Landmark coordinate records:

* * *

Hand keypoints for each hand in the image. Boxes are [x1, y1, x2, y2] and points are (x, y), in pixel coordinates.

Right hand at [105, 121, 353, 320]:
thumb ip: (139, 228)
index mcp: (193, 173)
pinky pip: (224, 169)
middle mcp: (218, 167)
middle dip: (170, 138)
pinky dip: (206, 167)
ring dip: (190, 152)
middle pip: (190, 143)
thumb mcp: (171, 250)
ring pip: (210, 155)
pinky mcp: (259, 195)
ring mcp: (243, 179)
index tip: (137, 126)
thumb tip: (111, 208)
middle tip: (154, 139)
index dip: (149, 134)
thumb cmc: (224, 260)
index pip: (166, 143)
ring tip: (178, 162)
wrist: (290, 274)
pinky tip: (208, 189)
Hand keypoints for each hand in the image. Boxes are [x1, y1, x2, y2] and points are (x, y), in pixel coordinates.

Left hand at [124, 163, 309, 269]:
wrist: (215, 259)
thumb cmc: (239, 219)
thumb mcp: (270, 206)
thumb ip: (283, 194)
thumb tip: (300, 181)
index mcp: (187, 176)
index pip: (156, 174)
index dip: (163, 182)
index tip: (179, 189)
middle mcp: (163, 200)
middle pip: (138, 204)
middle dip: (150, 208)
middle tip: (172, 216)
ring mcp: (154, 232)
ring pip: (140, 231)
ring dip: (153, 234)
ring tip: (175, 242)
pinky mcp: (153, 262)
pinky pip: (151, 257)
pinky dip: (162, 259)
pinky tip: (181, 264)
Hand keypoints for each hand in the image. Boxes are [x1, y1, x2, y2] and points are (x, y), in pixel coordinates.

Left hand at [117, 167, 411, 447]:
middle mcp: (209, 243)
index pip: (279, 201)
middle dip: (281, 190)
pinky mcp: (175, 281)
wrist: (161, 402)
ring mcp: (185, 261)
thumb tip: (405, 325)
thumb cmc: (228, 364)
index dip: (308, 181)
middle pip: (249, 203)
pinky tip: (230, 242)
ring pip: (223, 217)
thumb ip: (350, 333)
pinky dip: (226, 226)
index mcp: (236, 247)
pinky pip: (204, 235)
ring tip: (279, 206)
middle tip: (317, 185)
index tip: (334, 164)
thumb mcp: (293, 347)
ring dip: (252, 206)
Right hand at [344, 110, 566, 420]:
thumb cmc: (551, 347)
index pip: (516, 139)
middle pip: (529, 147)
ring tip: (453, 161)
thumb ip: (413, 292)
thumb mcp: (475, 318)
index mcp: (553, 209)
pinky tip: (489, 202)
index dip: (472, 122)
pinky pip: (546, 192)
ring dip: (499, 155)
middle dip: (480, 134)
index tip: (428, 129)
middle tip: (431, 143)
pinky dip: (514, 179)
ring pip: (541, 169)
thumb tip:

* * *

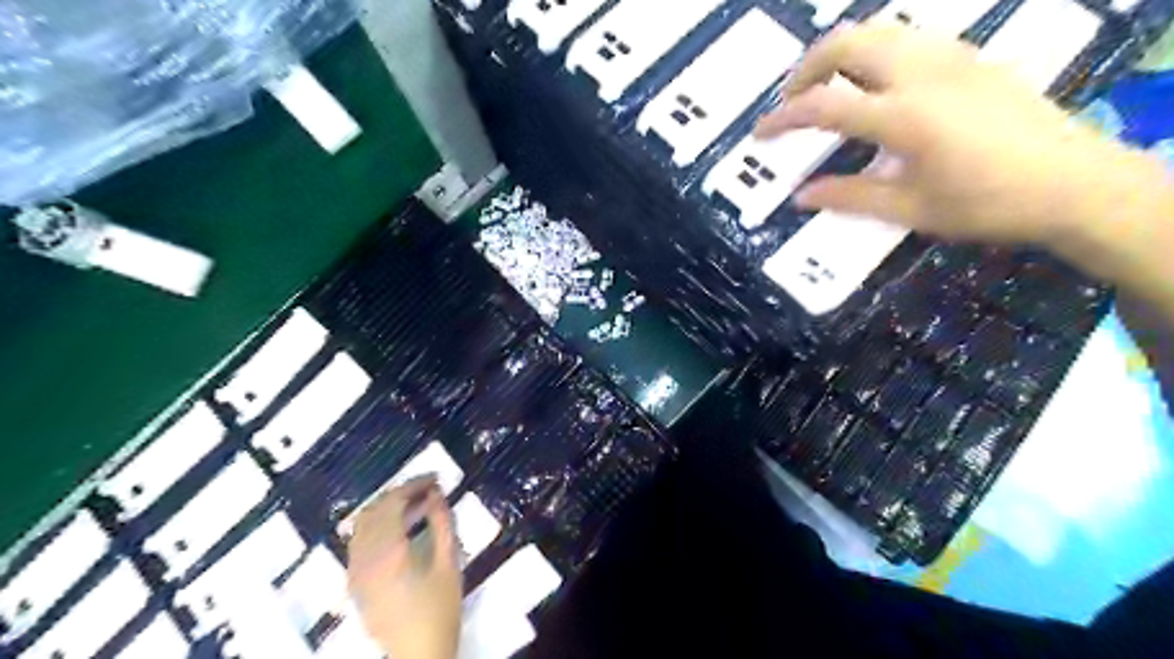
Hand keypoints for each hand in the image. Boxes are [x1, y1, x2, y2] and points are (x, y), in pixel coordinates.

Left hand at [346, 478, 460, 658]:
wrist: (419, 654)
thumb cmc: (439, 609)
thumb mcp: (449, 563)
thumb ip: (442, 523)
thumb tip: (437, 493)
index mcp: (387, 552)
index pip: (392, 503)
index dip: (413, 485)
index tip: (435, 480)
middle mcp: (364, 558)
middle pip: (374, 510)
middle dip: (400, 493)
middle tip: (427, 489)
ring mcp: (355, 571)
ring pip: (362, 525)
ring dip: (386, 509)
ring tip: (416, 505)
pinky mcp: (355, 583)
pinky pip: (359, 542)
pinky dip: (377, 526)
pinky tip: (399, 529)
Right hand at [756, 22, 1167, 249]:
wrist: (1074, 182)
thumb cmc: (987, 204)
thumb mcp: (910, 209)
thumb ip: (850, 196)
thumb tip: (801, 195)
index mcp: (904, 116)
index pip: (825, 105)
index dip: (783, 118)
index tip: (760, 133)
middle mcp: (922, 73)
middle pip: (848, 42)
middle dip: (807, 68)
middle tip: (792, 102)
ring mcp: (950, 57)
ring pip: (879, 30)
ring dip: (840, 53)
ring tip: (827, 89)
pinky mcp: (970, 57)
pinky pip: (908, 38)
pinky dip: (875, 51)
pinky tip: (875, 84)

* * *

• Directions:
Which lines of the data contain the string "Left"? Copy each one.

• Solved exercise:
Left hand at [124, 163, 309, 269]:
Left hand at [117, 167, 411, 447]:
Left hand at [346, 478, 460, 658]:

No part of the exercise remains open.